■ Exercise ■
Report the lines of the material that carry the string "arct".

..............................

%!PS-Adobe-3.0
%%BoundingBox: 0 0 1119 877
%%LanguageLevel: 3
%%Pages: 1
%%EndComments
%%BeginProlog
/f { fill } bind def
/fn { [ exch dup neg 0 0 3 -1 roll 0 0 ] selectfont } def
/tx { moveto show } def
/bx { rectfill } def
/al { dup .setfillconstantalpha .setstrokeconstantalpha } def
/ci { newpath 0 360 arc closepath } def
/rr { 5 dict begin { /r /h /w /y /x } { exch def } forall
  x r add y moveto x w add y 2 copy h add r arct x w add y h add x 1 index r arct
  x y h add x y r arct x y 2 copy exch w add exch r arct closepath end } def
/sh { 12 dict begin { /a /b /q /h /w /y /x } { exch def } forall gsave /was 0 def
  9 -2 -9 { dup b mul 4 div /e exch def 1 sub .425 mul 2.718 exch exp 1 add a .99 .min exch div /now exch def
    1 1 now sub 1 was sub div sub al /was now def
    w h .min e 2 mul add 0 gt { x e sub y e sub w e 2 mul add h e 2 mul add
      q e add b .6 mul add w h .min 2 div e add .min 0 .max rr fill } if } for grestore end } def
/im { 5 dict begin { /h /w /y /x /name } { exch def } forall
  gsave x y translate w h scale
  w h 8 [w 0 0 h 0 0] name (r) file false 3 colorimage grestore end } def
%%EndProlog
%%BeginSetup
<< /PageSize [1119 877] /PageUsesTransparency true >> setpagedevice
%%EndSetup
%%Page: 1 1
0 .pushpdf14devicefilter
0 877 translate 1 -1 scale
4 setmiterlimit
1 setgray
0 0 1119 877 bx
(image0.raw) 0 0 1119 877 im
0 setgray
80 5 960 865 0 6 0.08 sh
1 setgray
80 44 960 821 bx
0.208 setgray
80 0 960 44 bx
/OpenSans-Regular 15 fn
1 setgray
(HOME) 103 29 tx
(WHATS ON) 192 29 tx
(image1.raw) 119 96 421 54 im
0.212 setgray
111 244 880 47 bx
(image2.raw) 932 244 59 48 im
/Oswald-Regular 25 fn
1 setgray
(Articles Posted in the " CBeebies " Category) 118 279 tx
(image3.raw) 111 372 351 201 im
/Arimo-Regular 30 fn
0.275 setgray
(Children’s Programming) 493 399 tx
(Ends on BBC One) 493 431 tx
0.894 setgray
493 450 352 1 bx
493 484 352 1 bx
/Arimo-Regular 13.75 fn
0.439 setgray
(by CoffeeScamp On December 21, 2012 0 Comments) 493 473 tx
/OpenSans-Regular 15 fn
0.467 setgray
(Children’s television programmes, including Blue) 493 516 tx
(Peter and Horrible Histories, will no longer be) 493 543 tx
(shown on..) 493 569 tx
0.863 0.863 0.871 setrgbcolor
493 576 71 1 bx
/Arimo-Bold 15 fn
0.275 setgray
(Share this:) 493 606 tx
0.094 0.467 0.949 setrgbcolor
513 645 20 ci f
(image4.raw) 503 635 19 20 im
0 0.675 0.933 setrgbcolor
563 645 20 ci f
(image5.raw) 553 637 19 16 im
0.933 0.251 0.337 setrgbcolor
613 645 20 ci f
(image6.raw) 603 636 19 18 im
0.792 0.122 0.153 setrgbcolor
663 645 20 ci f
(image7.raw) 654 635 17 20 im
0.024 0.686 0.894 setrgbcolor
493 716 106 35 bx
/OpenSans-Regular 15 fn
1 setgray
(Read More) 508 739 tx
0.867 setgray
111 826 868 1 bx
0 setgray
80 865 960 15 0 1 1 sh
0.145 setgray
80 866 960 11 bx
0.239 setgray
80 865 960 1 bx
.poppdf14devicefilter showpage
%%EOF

..............................

■ Solution for this exercise ■
  x r add y moveto x w add y 2 copy h add r arct x w add y h add x 1 index r arct
  x y h add x y r arct x y 2 copy exch w add exch r arct closepath end } def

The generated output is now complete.